### What to produce
Copy out each line of the entries below in which the string "Caddesi" appears.

### Task inputs
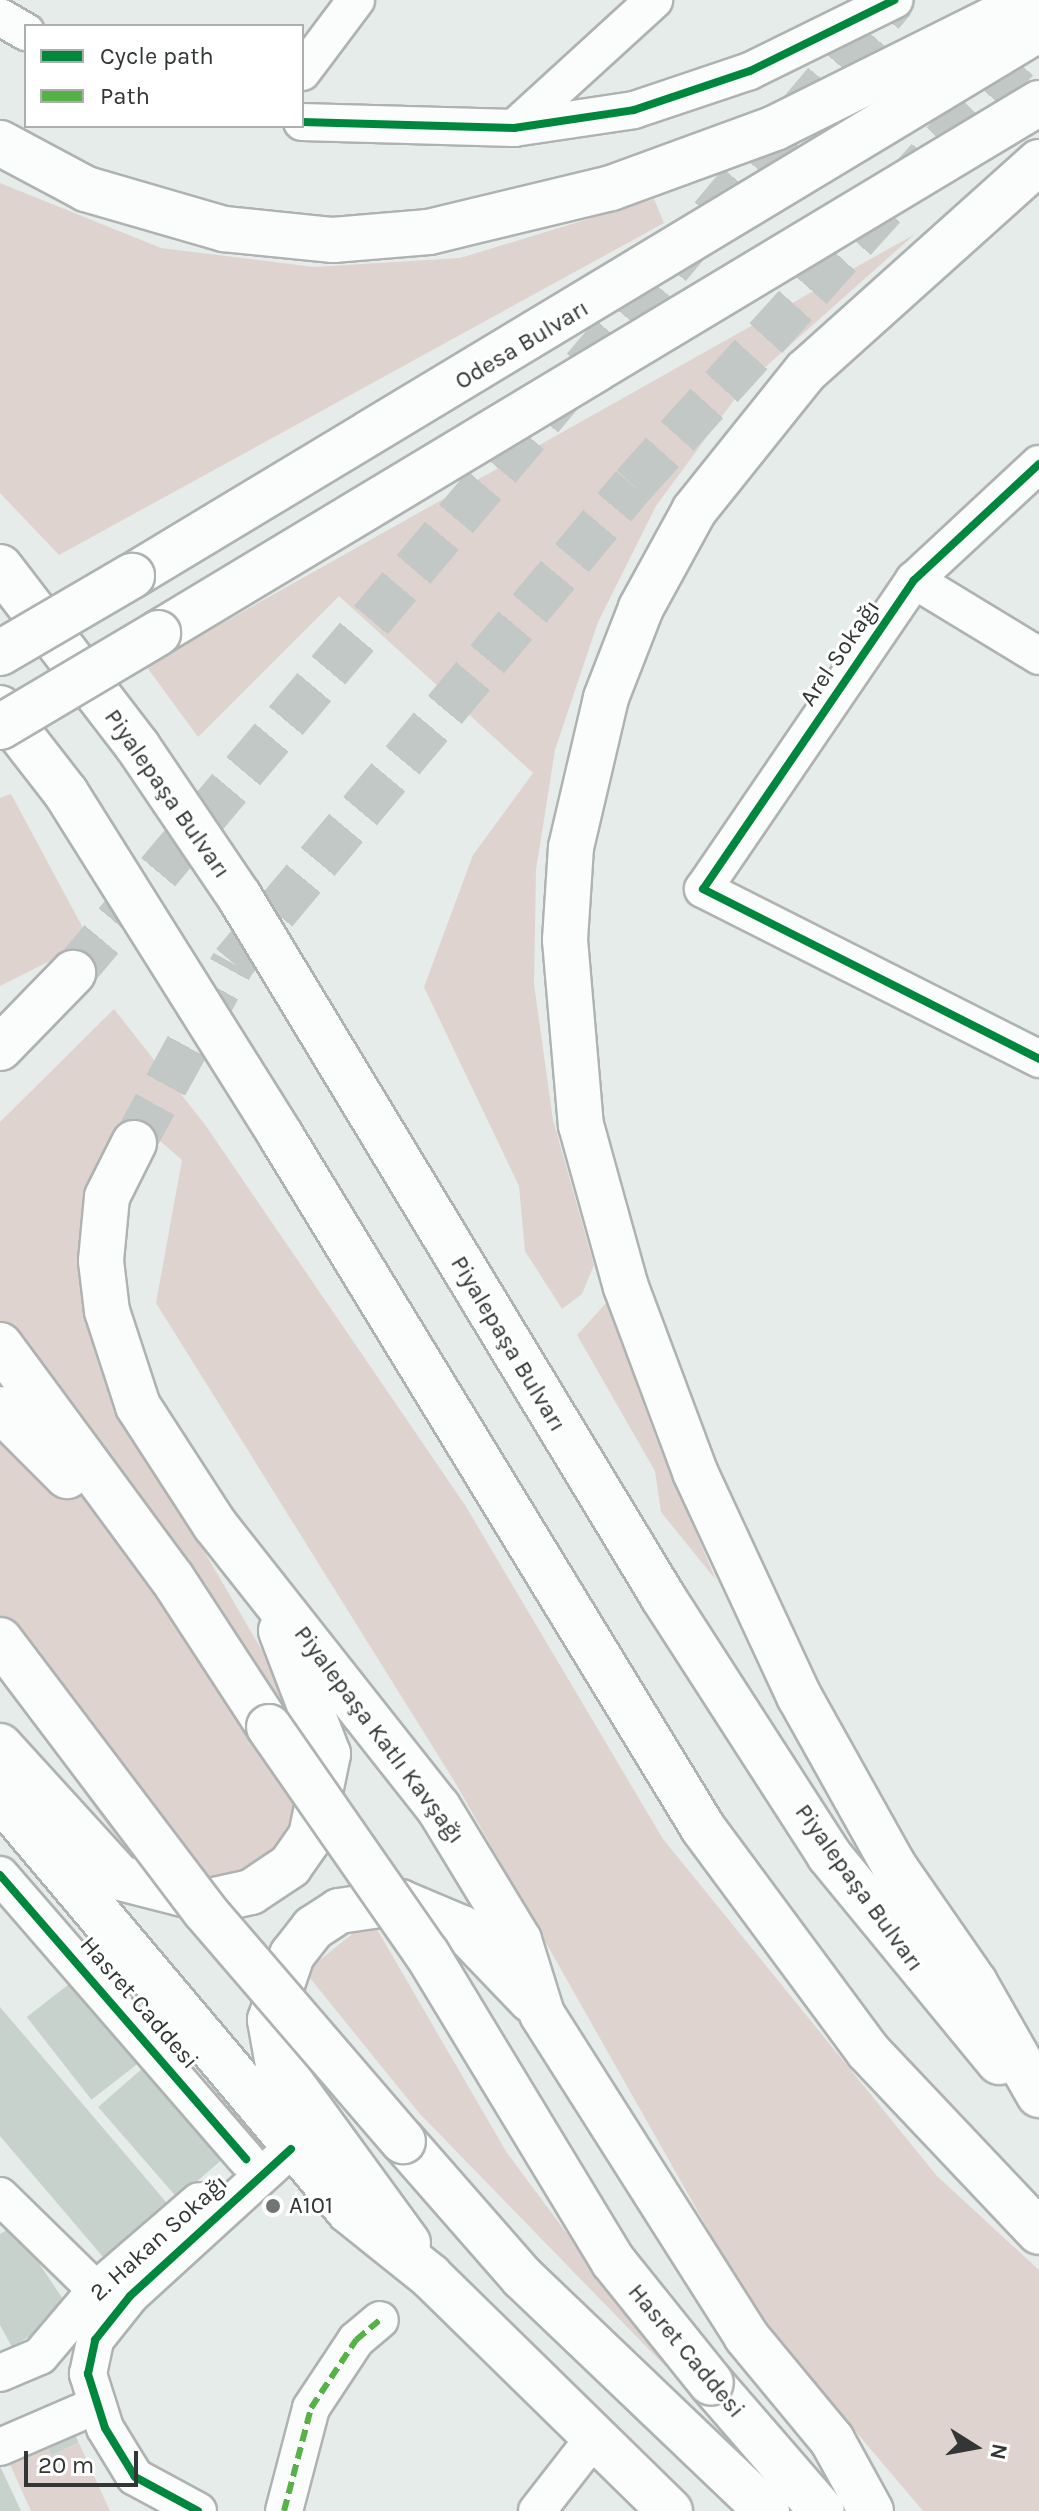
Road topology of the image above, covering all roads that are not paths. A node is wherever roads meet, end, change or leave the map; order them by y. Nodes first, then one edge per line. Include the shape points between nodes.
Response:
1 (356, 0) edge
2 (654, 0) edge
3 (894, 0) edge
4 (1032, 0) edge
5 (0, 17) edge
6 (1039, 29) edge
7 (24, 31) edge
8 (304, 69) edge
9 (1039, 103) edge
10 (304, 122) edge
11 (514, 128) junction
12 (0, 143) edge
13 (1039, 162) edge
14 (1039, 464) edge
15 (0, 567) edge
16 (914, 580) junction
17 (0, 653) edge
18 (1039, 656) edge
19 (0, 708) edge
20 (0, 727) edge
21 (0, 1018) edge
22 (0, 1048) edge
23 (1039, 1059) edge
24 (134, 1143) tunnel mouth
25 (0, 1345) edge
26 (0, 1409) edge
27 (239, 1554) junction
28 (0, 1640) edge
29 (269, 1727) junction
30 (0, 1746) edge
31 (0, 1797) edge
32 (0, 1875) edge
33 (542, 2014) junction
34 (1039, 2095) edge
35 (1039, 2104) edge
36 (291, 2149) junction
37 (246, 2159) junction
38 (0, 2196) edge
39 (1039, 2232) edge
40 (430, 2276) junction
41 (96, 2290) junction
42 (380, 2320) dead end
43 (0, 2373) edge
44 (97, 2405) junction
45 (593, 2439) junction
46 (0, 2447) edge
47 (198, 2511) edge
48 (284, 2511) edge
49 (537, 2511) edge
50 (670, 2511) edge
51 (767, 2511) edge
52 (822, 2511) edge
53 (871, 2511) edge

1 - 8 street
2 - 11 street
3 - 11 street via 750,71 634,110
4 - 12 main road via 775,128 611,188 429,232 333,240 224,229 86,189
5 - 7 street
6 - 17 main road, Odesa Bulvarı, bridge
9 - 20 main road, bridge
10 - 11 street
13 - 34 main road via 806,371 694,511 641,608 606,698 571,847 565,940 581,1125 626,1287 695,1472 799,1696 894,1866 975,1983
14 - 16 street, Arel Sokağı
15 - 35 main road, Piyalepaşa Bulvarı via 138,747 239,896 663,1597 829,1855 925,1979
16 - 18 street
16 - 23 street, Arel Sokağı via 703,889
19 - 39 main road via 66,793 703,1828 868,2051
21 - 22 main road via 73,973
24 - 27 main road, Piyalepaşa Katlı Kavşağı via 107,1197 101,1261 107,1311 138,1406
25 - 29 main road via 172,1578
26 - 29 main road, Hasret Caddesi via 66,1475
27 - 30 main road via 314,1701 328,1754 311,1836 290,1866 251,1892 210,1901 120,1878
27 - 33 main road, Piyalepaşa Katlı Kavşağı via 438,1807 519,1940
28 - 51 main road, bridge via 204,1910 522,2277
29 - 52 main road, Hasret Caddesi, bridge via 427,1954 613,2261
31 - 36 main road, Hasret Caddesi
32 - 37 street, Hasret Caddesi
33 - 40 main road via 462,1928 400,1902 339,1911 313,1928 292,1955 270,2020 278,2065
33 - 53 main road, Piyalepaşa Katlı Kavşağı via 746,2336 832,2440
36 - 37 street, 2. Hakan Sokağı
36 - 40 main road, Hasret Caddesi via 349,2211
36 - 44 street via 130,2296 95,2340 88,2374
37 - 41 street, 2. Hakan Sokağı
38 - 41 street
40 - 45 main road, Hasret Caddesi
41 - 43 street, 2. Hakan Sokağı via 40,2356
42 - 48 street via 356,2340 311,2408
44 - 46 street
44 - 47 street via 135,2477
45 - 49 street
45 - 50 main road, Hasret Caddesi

### Answer to this problem
26 - 29 main road, Hasret Caddesi via 66,1475
29 - 52 main road, Hasret Caddesi, bridge via 427,1954 613,2261
31 - 36 main road, Hasret Caddesi
32 - 37 street, Hasret Caddesi
36 - 40 main road, Hasret Caddesi via 349,2211
40 - 45 main road, Hasret Caddesi
45 - 50 main road, Hasret Caddesi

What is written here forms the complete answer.